This special page for Halloween 2018 shares our collection of spooky stories from scientists and engineers around the globe. If you would like to contribute, send us your tales of ghosts, phantoms, spirits and spectres via our contact page. We'll post the best ones here.
To get you started, here's an account from someone we know personally...
The house at Bridge Farm
The house at Bridge Farm lead a solitary existence until the arrival of the adjacent railway in 1865 then, in 1945, housing estates to the north of the line were constructed for the bombed-out population of London.
The farm was sold for development and large factories were constructed on the land once occupied by dairy cattle. The house and outbuildings remained intact until the early 1960s, being used by a company that manufactured surveying equipment.
Sometime in the mid-70s the final vestiges of the farm were bulldozed and more buildings were erected.
One building in particular on the site housed one of the most advanced precison engineering facilities in Europe at the time. It contained a clean room, had only four windows that were double double-glazed (yes, double double-glazed!), and the super thick concrete floors were rubber mounted to provide vibration isolation. Entry to the building was by a programmed key card.
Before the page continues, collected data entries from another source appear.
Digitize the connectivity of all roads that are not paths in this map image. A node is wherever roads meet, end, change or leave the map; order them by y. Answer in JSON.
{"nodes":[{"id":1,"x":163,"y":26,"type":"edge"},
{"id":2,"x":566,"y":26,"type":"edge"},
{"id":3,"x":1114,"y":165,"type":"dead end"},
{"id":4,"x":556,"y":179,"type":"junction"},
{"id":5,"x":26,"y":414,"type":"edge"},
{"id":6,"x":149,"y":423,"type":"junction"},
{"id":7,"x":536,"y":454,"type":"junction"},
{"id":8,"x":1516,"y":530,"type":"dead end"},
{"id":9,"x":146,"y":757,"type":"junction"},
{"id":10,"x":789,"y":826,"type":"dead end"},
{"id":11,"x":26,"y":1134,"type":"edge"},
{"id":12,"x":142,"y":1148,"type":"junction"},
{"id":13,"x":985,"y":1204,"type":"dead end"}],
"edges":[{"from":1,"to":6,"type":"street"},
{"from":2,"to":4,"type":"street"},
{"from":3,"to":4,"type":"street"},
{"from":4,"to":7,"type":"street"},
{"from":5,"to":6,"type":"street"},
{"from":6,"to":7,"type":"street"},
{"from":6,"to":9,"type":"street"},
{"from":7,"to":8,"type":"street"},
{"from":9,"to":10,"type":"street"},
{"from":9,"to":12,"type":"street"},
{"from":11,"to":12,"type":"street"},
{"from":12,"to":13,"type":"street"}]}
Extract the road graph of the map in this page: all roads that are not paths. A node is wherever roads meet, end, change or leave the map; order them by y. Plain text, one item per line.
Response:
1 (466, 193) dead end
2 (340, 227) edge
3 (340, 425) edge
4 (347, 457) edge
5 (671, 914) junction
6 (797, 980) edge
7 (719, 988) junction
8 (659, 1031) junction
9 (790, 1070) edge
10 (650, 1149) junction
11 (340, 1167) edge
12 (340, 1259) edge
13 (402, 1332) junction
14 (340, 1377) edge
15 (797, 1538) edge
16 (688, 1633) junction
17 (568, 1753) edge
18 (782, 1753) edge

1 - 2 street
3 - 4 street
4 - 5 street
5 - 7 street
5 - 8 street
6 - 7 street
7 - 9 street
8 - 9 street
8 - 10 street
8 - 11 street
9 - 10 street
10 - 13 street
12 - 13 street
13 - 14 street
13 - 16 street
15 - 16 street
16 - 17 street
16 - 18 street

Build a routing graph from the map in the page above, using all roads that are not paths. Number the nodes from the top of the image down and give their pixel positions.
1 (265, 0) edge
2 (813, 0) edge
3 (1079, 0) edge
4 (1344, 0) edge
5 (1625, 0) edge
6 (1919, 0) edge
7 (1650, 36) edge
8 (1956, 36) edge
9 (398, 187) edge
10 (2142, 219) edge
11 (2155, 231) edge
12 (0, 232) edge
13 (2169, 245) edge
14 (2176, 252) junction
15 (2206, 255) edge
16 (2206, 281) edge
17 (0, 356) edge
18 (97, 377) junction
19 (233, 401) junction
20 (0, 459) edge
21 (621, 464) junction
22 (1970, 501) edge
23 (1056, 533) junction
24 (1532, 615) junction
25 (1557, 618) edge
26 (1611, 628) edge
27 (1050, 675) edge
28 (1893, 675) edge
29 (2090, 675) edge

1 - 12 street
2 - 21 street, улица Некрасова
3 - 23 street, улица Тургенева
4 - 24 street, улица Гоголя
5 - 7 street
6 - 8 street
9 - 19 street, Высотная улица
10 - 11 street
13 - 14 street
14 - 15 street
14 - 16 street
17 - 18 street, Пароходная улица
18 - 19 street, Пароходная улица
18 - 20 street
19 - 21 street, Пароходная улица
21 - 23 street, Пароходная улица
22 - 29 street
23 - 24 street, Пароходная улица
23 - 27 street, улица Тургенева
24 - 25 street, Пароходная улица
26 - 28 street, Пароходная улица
The staff there, both scientists and engineers, were not given to flights of fancy. Yet they would often relate tales of weird goings on. The most common were the sounds of doors banging when only a couple of staff were working late, and the smell of a hot meat pie wafting through the fully filtered air-conditioning system.
The most siginifcant event occured during the day. A visiting service engineer was on site at lunchtime to repair a vacuum coating machine when he happened to glimpse a woman in period costume cross the end of the facility and go into a fume cabinet room. As all staff and visitors were required to wear white coats, he immediately rushed to see who it was in fancy dress.
This tiny room had only the one door, so he was very surprised to find it empty. No one could have left without him seeing them. When we returned after lunch he was in quite a state.
The factory added thermal imaging equipment to their product range and during peak demand teams worked shifts building and testing the heat sensitive cameras for the armed forces.
One night the test team had trouble with a just completed system. Focussing on the end of the workshop they were plagued with an intermittent shadow that drifted across the screen. A sort of 'ghost' image they told the day shift team leader. He laughed and told them that they'd seen a real ghost.
Plans of the area clearly show that a quarter of the building was built directly over the site of the farm house. Consequently, the ghost was always known as the farmer's wife.
Today the factory has gone, replaced by plush new office buildings... but does the phantom still haunt the plot that once was the house at Bridge Farm?